> [PROBLEM TO WORK ON] Copy every line of the entries that includes the word "points".

◇ ◇ ◇ ◇

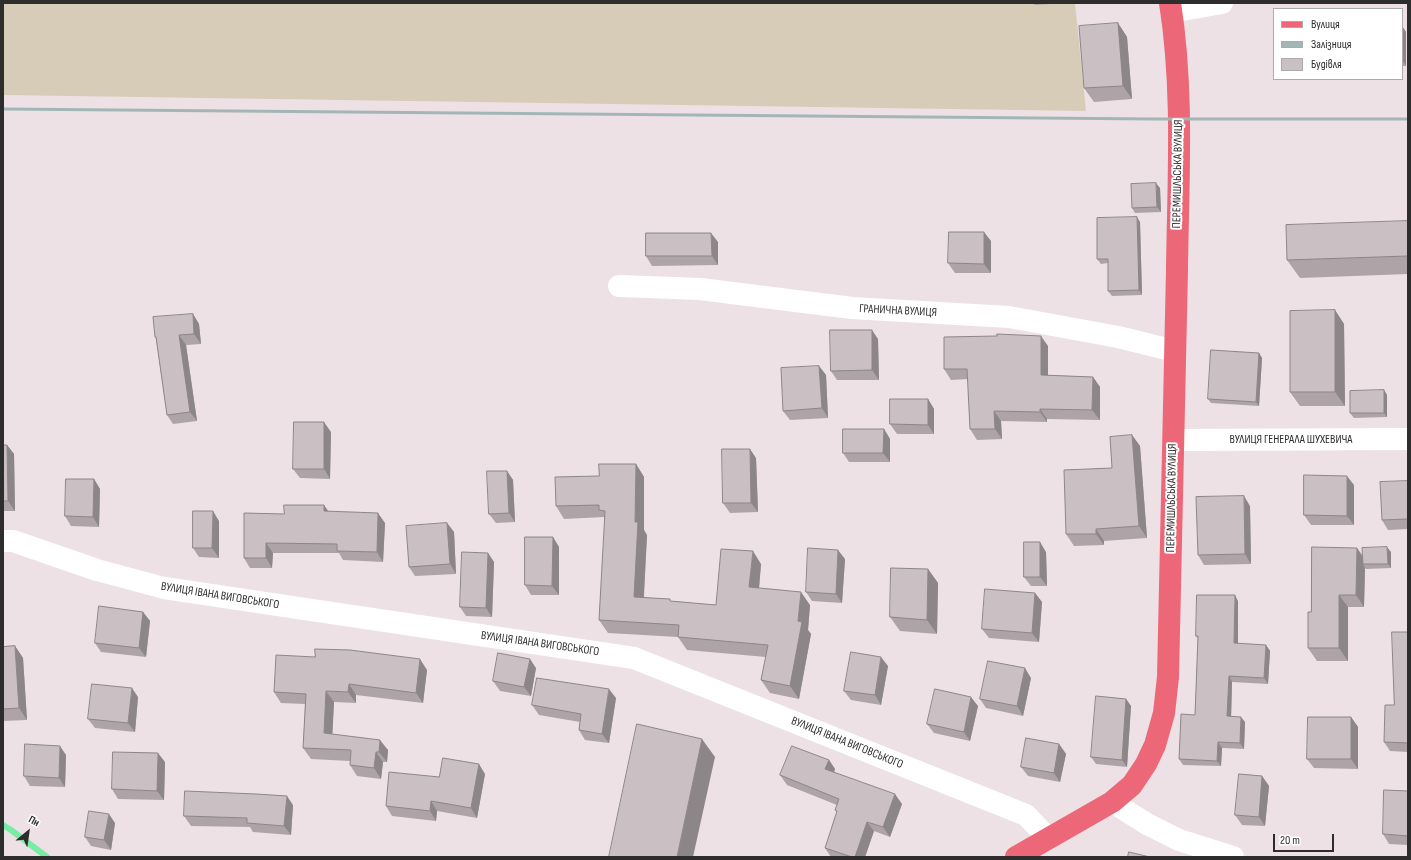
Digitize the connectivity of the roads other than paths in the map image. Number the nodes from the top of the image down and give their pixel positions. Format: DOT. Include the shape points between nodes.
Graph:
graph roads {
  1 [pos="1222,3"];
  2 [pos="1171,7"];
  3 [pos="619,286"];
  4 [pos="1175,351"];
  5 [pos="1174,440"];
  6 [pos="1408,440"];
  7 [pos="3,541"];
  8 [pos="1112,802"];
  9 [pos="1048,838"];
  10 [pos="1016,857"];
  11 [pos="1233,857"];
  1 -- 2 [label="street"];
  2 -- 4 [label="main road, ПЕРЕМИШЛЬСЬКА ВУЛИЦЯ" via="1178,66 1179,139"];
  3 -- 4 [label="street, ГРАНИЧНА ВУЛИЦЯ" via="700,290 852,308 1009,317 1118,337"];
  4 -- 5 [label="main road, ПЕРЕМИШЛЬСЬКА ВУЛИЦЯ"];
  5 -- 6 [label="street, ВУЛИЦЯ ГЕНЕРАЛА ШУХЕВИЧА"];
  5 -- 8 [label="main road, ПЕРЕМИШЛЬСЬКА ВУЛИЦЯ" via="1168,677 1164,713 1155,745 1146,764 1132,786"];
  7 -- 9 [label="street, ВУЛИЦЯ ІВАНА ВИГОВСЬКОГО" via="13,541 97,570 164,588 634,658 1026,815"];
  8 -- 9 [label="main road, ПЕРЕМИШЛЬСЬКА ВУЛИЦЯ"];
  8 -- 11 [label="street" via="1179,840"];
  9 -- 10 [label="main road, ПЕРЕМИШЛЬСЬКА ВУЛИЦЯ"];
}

◇ ◇ ◇ ◇

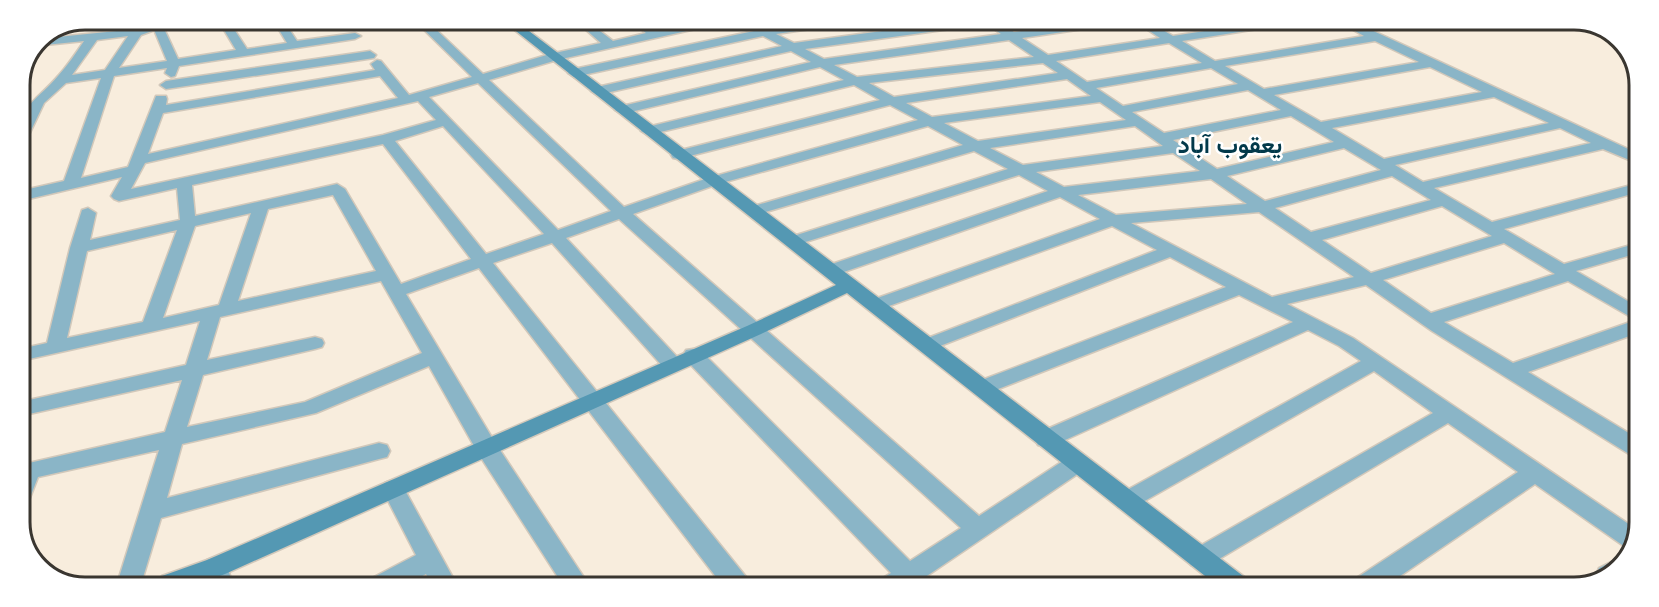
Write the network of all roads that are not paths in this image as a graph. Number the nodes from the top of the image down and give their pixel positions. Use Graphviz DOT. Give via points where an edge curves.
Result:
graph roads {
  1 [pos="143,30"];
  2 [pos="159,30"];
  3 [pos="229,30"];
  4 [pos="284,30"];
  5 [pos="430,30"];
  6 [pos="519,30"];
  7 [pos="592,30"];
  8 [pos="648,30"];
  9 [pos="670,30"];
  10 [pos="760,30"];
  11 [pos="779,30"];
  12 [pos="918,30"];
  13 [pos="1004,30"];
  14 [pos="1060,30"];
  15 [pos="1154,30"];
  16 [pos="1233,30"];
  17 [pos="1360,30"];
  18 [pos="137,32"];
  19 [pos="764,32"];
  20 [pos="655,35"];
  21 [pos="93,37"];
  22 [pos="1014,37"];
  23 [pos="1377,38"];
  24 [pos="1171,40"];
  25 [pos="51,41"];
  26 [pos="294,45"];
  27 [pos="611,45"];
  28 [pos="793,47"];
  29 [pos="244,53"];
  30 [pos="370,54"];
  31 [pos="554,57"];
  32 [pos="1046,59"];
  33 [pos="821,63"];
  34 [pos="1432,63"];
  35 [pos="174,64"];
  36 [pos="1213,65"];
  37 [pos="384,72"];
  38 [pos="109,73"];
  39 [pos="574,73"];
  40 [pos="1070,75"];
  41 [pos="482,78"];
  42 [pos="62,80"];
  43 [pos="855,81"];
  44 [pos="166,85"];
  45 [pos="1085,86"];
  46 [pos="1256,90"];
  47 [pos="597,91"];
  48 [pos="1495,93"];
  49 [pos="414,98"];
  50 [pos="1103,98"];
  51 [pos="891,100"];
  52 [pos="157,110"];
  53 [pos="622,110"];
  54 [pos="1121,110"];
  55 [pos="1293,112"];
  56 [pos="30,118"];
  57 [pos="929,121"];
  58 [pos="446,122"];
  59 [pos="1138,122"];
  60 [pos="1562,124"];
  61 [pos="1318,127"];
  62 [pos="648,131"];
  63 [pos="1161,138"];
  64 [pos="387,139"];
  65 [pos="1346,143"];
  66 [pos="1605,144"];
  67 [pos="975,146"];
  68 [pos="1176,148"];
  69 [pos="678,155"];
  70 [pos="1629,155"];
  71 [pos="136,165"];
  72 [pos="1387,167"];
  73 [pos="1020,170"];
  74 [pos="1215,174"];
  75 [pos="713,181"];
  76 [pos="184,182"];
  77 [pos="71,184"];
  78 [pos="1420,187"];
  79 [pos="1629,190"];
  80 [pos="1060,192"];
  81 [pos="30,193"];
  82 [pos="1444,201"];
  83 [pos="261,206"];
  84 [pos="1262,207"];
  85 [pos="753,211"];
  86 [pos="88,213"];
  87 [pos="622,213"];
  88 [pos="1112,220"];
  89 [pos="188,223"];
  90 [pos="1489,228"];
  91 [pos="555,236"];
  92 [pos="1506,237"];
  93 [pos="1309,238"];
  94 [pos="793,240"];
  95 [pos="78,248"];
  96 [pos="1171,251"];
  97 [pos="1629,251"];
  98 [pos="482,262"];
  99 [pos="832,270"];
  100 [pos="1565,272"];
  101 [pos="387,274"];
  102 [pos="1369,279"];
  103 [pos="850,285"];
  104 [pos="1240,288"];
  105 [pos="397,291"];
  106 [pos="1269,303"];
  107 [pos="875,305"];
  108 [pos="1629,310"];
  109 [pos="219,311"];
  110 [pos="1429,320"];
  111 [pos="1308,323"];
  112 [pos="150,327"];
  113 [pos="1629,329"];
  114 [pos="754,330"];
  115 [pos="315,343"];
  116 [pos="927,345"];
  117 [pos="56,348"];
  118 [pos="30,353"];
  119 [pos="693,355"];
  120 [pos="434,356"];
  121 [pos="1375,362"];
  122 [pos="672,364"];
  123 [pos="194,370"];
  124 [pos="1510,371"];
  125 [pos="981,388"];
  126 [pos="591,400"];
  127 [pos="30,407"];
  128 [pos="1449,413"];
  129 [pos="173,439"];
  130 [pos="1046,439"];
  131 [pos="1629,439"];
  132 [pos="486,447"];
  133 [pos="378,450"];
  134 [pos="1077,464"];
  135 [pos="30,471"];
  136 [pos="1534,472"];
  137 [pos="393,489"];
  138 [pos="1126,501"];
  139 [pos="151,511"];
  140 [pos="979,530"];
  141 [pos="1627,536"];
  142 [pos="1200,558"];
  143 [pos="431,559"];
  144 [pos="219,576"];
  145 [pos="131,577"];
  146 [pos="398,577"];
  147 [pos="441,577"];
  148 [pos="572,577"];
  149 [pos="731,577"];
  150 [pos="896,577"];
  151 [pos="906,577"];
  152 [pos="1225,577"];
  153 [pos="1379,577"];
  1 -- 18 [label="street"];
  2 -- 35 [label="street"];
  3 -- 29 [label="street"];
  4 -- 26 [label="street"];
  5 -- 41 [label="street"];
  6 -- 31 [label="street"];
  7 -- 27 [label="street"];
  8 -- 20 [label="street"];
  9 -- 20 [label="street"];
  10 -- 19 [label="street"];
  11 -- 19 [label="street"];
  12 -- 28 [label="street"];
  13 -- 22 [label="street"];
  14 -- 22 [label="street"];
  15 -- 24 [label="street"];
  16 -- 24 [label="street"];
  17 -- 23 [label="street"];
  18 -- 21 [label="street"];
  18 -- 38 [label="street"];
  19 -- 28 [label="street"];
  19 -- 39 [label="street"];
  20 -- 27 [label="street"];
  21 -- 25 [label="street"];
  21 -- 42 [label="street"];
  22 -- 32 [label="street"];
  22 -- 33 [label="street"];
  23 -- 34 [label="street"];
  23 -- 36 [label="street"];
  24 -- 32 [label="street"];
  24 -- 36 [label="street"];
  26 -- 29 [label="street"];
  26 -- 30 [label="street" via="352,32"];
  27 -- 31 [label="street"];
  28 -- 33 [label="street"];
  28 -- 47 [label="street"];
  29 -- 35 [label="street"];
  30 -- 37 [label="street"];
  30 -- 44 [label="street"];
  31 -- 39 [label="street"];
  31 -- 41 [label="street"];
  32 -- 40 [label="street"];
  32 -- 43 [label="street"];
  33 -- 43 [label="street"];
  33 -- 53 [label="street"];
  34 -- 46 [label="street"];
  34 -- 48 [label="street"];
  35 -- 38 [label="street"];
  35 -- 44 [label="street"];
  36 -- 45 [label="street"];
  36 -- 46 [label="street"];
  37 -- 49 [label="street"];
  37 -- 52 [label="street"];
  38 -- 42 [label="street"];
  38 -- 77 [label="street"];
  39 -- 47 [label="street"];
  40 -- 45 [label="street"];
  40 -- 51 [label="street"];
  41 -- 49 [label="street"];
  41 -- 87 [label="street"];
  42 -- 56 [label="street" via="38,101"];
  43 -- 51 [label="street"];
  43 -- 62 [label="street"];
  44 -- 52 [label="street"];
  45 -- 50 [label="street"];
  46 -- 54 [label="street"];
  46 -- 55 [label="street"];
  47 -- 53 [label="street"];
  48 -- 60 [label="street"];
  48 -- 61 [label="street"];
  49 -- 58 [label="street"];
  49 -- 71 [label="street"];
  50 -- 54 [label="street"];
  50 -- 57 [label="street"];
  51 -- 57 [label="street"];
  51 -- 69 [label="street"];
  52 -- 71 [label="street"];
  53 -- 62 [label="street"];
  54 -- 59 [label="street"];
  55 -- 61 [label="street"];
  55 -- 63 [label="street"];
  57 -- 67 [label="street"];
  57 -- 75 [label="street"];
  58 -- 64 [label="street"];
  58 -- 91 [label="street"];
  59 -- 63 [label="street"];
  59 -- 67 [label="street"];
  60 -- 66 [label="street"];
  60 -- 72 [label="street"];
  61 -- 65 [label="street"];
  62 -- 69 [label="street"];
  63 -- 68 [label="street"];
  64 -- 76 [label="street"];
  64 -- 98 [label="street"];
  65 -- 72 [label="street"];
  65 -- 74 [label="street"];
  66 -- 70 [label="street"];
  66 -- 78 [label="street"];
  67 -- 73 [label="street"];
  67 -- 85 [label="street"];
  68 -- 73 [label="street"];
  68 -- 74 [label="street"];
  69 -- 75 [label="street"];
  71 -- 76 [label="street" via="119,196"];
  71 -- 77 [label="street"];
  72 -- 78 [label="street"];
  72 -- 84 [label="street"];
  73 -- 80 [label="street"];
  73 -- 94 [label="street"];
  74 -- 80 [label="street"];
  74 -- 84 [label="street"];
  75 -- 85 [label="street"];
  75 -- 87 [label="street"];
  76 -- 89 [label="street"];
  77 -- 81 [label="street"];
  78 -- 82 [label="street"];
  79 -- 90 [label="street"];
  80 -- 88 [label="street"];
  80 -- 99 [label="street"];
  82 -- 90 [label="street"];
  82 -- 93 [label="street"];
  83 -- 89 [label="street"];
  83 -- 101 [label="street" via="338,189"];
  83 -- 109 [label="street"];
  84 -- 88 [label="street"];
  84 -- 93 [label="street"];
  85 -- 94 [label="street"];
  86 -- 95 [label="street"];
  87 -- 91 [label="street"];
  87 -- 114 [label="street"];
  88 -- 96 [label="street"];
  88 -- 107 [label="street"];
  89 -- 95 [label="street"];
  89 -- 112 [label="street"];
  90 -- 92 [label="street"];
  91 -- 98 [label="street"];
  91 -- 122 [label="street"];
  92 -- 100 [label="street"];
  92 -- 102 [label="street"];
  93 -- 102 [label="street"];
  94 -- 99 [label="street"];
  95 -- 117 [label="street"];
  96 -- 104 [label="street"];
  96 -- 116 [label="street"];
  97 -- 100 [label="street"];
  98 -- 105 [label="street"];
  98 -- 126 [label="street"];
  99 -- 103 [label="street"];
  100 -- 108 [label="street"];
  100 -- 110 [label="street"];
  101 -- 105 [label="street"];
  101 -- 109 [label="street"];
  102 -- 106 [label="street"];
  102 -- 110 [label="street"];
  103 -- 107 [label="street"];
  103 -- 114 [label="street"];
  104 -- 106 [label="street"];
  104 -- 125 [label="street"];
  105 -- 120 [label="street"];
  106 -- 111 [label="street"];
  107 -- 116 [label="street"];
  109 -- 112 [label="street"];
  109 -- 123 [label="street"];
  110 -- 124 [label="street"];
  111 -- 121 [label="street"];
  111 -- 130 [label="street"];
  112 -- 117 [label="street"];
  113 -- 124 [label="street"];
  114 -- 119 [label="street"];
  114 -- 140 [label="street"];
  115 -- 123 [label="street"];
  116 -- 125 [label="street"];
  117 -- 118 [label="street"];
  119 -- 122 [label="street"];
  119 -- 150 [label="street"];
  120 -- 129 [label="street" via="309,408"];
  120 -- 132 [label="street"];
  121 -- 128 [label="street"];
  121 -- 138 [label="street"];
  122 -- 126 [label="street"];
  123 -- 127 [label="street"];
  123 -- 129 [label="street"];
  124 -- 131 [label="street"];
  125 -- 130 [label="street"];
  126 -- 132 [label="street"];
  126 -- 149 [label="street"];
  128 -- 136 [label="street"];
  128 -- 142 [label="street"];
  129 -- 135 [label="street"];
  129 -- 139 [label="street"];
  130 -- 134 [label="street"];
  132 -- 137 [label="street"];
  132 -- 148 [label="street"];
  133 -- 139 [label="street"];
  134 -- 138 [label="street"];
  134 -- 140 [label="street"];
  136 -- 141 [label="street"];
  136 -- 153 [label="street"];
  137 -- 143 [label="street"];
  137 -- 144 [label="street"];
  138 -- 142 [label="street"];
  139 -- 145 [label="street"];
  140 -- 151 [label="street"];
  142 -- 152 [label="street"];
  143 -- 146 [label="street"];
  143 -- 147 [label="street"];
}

◇ ◇ ◇ ◇

> [SOLUTION FOR THIS EXERCISE]
Digitize the connectivity of the roads other than paths in the map image. Number the nodes from the top of the image down and give their pixel positions. Format: DOT. Include the shape points between nodes.
Write the network of all roads that are not paths in this image as a graph. Number the nodes from the top of the image down and give their pixel positions. Use Graphviz DOT. Give via points where an edge curves.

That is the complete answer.